The obsequies must now continue for it has become glaringly clear that unless Nigeria can inter all those who have plundered the country, ghosts will continue to haunt a prodigiously gifted country.
When the dust finally settles on what has gone down in the collective memory of Nigerians as an unprecedented attack on the people’s choice thanks to the iniquitous performance of the Independent National Electoral Commission (INEC),Nigerians will read and re-read the venomous messages sent through their votes, and perhaps find the most fleeting of consolations.
It was about 1998 that the Peoples. Democratic Party(PDP) was formed together with a handful of other parties to fill the vacuum as the military finally brought an ill-advised excursion into power to a close. The PDP was to put forward Olusegun Obasanjo who would win tightly contested elections to begin what was an initial seven years of dominance.
As Nigeria’ struggled to come to grips with its newly resumed democratic experience, the PDP’s struggles to provide good governance was even more pronounced. At different levels of power, the PDP huffed and puffed with little to show for it. A party chieftain even had the cheeks to boast that they were spending at least sixty years in power. Their shenanigans continued until 2015.
By 2015,what has turned out to be a greater evil than the PDP was formed when the sore losers of the Action Congress of Nigeria(CAN ) joined forces with the discarded PDP pieces claiming to belong to the the Congress for Progressive Change(CPC) to form the All Progressives Congress.
In a historic scam, a wool was pulled over the eyes of Nigerians to give the APC victory. After eight calamitous years in power, those who had warned that disaster was near soon after the APC’s victory in 2015 have proven to be unerringly accurate in their predictions that the APC had nothing to offer.
As the 2023 general elections beckoned, an opportunity opened up for President Muhammadu Buhari to do something he will be remembered for before leaving power. INEC’s calamitous lack of transparency has now put paid to that opportunity.
Nigerians will remember Peter Obi and the Labour Party whose relevance his hurricane-like popularity helped ignite. Nigerians will remember the man who less than a year ago jumped the sinking ship of the PDP before going on to bewitch a national and international audience sickened to death by the demise of a beloved country.
Nigerians will remember a man who for the first time in the history of Nigeria’s politics ran a campaign suffused with issues and starved of insults. Nigerians will remember the man who for the first time ever mapped out the blueprint Nigeria can use to escape its current slump.
At the polls proper, many of those who checked their apathy and cynicism at the door were more than happy to participate in the obsequies of the old order without any obsequiousness whatsoever. Many of them were simply happy to witness the day when Nigerians had a third option at the ballot, one more credible than all others put together.

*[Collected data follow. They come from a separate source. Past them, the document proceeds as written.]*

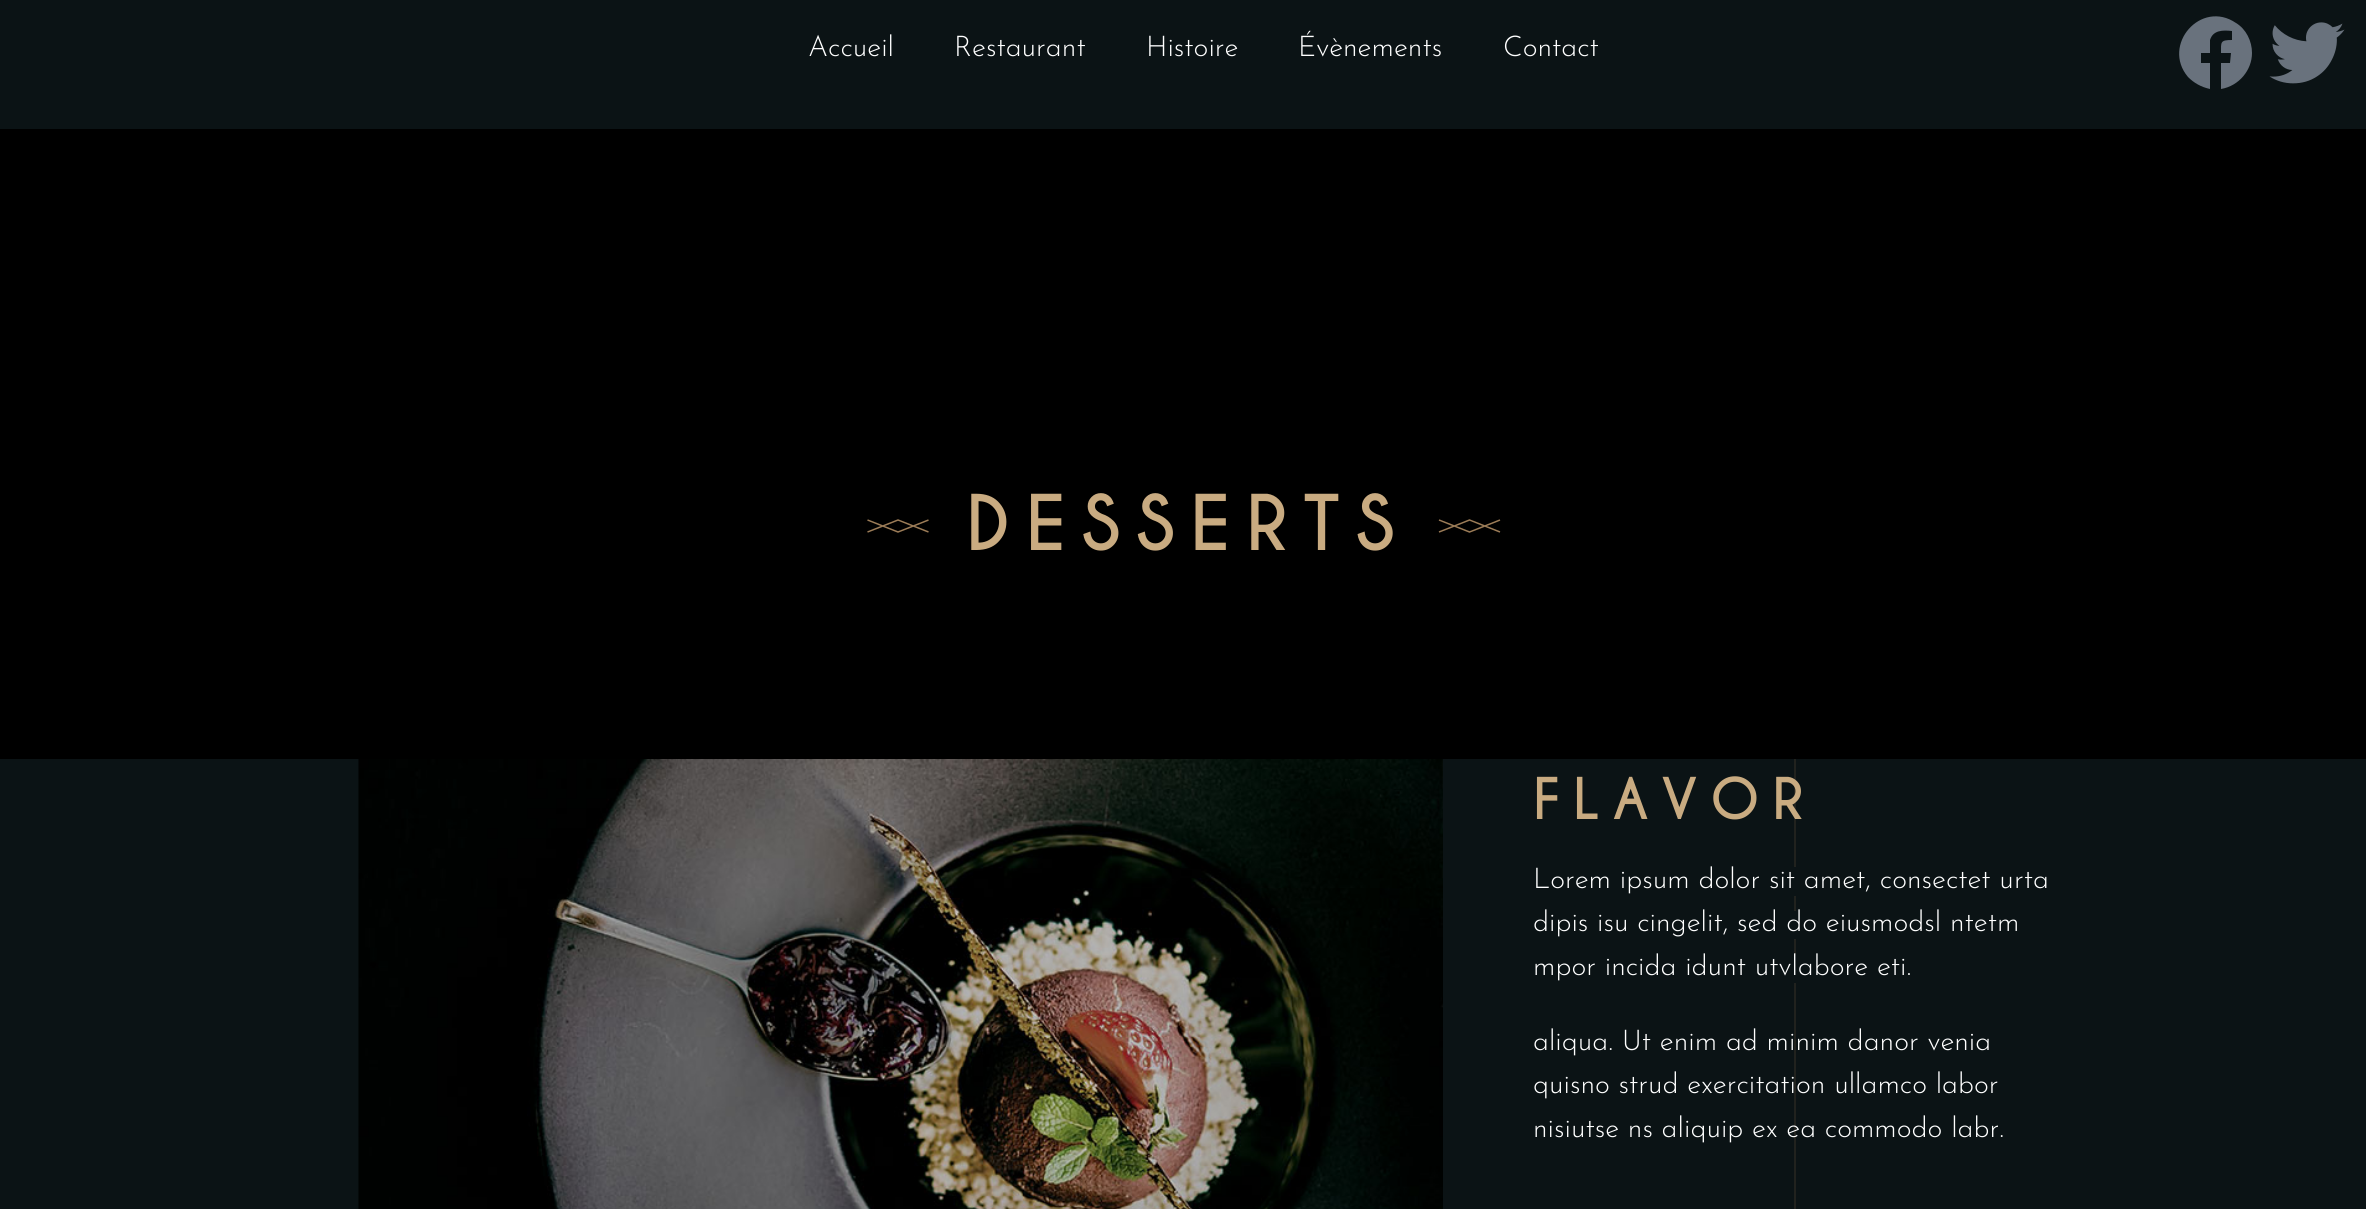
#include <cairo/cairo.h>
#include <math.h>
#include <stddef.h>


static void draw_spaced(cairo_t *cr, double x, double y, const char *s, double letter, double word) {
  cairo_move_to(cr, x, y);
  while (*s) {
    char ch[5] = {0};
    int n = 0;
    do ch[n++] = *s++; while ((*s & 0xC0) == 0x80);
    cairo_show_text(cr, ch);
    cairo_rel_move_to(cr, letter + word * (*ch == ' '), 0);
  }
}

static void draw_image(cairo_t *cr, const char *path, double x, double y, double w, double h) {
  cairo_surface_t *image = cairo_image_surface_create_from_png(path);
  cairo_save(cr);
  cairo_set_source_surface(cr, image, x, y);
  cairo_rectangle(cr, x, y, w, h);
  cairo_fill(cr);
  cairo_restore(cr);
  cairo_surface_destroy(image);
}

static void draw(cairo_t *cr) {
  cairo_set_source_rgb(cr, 11 / 255.0, 19 / 255.0, 21 / 255.0);
  cairo_paint(cr);
  cairo_set_source_rgb(cr, 105 / 255.0, 114 / 255.0, 125 / 255.0);
  cairo_new_path(cr);
  cairo_move_to(cr, 2252, 53);
  cairo_curve_to(cr, 2252, 70, 2239, 86, 2221, 89);
  cairo_line_to(cr, 2221, 63);
  cairo_line_to(cr, 2230, 63);
  cairo_line_to(cr, 2231, 53);
  cairo_line_to(cr, 2221, 53);
  cairo_curve_to(cr, 2221, 42, 2220, 40, 2232, 40);
  cairo_line_to(cr, 2232, 31);
  cairo_curve_to(cr, 2223, 30, 2213, 30, 2210, 40);
  cairo_line_to(cr, 2210, 53);
  cairo_line_to(cr, 2201, 53);
  cairo_line_to(cr, 2201, 63);
  cairo_line_to(cr, 2210, 63);
  cairo_line_to(cr, 2210, 89);
  cairo_curve_to(cr, 2201, 87, 2194, 83, 2188, 77);
  cairo_curve_to(cr, 2161, 45, 2201, -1, 2236, 23);
  cairo_curve_to(cr, 2246, 29, 2252, 41, 2252, 53);
  cairo_close_path(cr);
  cairo_fill(cr);
  draw_image(cr, "images/1.png", 2269, 22, 76, 62);
  cairo_set_source_rgb(cr, 0, 0, 0);
  cairo_rectangle(cr, 0, 129, 2366, 630);
  cairo_fill(cr);
  cairo_new_path(cr);
  cairo_move_to(cr, 928.5, 532);
  cairo_line_to(cr, 898, 520);
  cairo_line_to(cr, 867.5, 532);
  cairo_move_to(cr, 928.5, 520);
  cairo_line_to(cr, 898, 532);
  cairo_line_to(cr, 867.5, 520);
  cairo_set_source_rgb(cr, 156 / 255.0, 124 / 255.0, 87 / 255.0);
  cairo_set_line_width(cr, 1.5);
  cairo_stroke(cr);
  cairo_new_path(cr);
  cairo_move_to(cr, 1500, 532);
  cairo_line_to(cr, 1469.5, 520);
  cairo_line_to(cr, 1439, 532);
  cairo_move_to(cr, 1500, 520);
  cairo_line_to(cr, 1469.5, 532);
  cairo_line_to(cr, 1439, 520);
  cairo_stroke(cr);
  cairo_set_source_rgb(cr, 33 / 255.0, 34 / 255.0, 30 / 255.0);
  cairo_rectangle(cr, 1794, 759, 2, 450);
  cairo_fill(cr);
  draw_image(cr, "images/2.png", 358, 759, 1085, 450);
  cairo_set_source_rgb(cr, 11 / 255.0, 19 / 255.0, 21 / 255.0);
  cairo_rectangle(cr, 1794, 867, 2, 29);
  cairo_fill(cr);
  cairo_rectangle(cr, 1794, 911, 2, 28);
  cairo_fill(cr);
  cairo_rectangle(cr, 1794, 954, 2, 29);
  cairo_fill(cr);
  cairo_select_font_face(cr, "Josefin Sans Light", CAIRO_FONT_SLANT_NORMAL, CAIRO_FONT_WEIGHT_NORMAL);
  cairo_set_font_size(cr, 28.5);
  cairo_set_source_rgb(cr, 1, 1, 1);
  cairo_move_to(cr, 808, 56);
  cairo_show_text(cr, "Accueil");
  cairo_move_to(cr, 954, 56);
  cairo_show_text(cr, "Restaurant");
  cairo_move_to(cr, 1146, 56);
  cairo_show_text(cr, "Histoire");
  cairo_move_to(cr, 1298, 56);
  cairo_show_text(cr, "Évènements");
  cairo_move_to(cr, 1503, 56);
  cairo_show_text(cr, "Contact");
  cairo_select_font_face(cr, "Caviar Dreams", CAIRO_FONT_SLANT_NORMAL, CAIRO_FONT_WEIGHT_BOLD);
  cairo_set_font_size(cr, 72);
  cairo_set_source_rgb(cr, 201 / 255.0, 171 / 255.0, 129 / 255.0);
  draw_spaced(cr, 966, 550, "DESSERTS", 15.75, 0);
  cairo_set_font_size(cr, 54);
  draw_spaced(cr, 1533, 819, "FLAVOR", 12.5, 0);
  cairo_select_font_face(cr, "Josefin Sans Light", CAIRO_FONT_SLANT_NORMAL, CAIRO_FONT_WEIGHT_NORMAL);
  cairo_set_font_size(cr, 28.5);
  cairo_set_source_rgb(cr, 1, 1, 1);
  cairo_move_to(cr, 1533, 888);
  cairo_show_text(cr, "Lorem ipsum dolor sit amet, consectet urta");
  cairo_move_to(cr, 1533, 931);
  cairo_show_text(cr, "dipis isu cingelit, sed do eiusmodsl ntetm");
  cairo_move_to(cr, 1533, 975);
  cairo_show_text(cr, "mpor incida idunt utvlabore eti.");
  cairo_move_to(cr, 1533, 1050);
  cairo_show_text(cr, "aliqua. Ut enim ad minim danor venia");
  cairo_move_to(cr, 1533, 1093);
  cairo_show_text(cr, "quisno strud exercitation ullamco labor");
  cairo_move_to(cr, 1533, 1137);
  cairo_show_text(cr, "nisiutse ns aliquip ex ea commodo labr.");
}

int main(void) {
  cairo_surface_t *surface = cairo_image_surface_create(CAIRO_FORMAT_RGB24, 2366, 1209);
  cairo_t *cr = cairo_create(surface);
  cairo_font_options_t *options = cairo_font_options_create();
  cairo_font_options_set_hint_metrics(options, CAIRO_HINT_METRICS_OFF);
  cairo_font_options_set_hint_style(options, CAIRO_HINT_STYLE_NONE);
  cairo_set_font_options(cr, options);
  cairo_set_miter_limit(cr, 4);
  draw(cr);
  cairo_surface_write_to_png(surface, "out.png");
  cairo_font_options_destroy(options);
  cairo_destroy(cr);
  cairo_surface_destroy(surface);
  return 0;
}
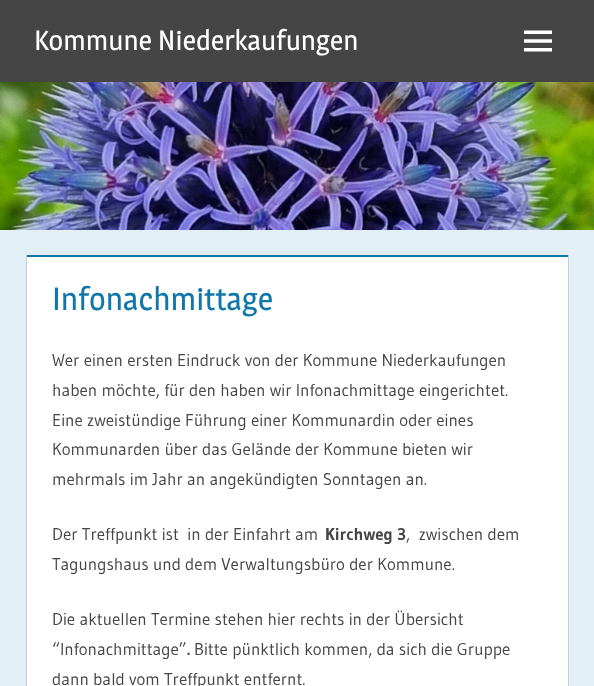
<svg xmlns="http://www.w3.org/2000/svg" width="594" height="686">
	<rect width="100%" height="100%" fill="#E3EFF7" />
	<rect x="0" y="0" width="594" height="82" fill="#454545" />
	<text x="34" y="50" font-family="Magra" font-size="28" fill="#FFFFFF">Kommune Niederkaufungen</text>
	<image x="524" y="30" width="28" height="22" href="assets/img1.png" />
	<image x="0" y="82" width="594" height="148" href="assets/img2.png" />
	<rect x="27" y="257" width="541" height="429" fill="#FFFFFF" />
	<rect x="27" y="255" width="541" height="2" fill="#1177AA" />
	<path d="M569 255V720L568 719V255Z" fill="#CCCCCC" />
	<path d="M26 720V255H27V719Z" fill="#CCCCCC" />
	<text x="52" y="310" font-family="Magra" font-size="32" fill="#1177AA">Infonachmittage</text>
	<g font-family="Gudea" font-size="17" fill="#454545">
		<text x="52" y="366">Wer einen ersten Eindruck von der Kommune Niederkaufungen</text>
		<text x="52" y="396">haben möchte, für den haben wir Infonachmittage eingerichtet.</text>
		<text x="52" y="426">Eine zweistündige Führung einer Kommunardin oder eines</text>
		<text x="52" y="455">Kommunarden über das Gelände der Kommune bieten wir</text>
		<text x="52" y="485">mehrmals im Jahr an angekündigten Sonntagen an.</text>
		<text x="52" y="540" xml:space="preserve">Der Treffpunkt ist  in der Einfahrt am</text>
	</g>
	<text x="325" y="540" font-family="Gudea" font-size="17" font-weight="700" fill="#454545">Kirchweg 3</text>
	<g font-family="Gudea" font-size="17" fill="#454545">
		<text x="406" y="540" xml:space="preserve">,  zwischen dem</text>
		<text x="52" y="570">Tagungshaus und dem Verwaltungsbüro der Kommune.</text>
		<text x="52" y="625">Die aktuellen Termine stehen hier rechts in der Übersicht</text>
		<text x="52" y="655">“Infonachmittage”</text>
	</g>
	<text x="187" y="655" font-family="Gudea" font-size="17" font-weight="700" fill="#454545">.</text>
	<g font-family="Gudea" font-size="17" fill="#454545">
		<text x="194" y="655">Bitte pünktlich kommen, da sich die Gruppe</text>
		<text x="52" y="685">dann bald vom Treffpunkt entfernt.</text>
	</g>
</svg>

The numbers told the story too. How the contestants went neck-to-neck nicked the story until political sorcery marked by relentless malpractices began in states like Rivers, Lagos, Benue, Kogi and many other states around the country. The people who midwifed this sorcery were determined to quash the hopes of Nigerians to drive change through their votes.
The hush that fell upon Nigeria when the thoroughly discredited Independent National Electoral Commission declared the winner bespoke a country in mourning.
Yet, the obsequies have started for the old order marked by political prostitutes and their debaucheries. The death knell has sounded for the old order marked by those for whom the only attraction to the corridors of power is the public till.
The obsequies must now continue for it has become glaringly clear that unless Nigeria can inter all those who have plundered the country, ghosts will continue to haunt a prodigiously gifted country.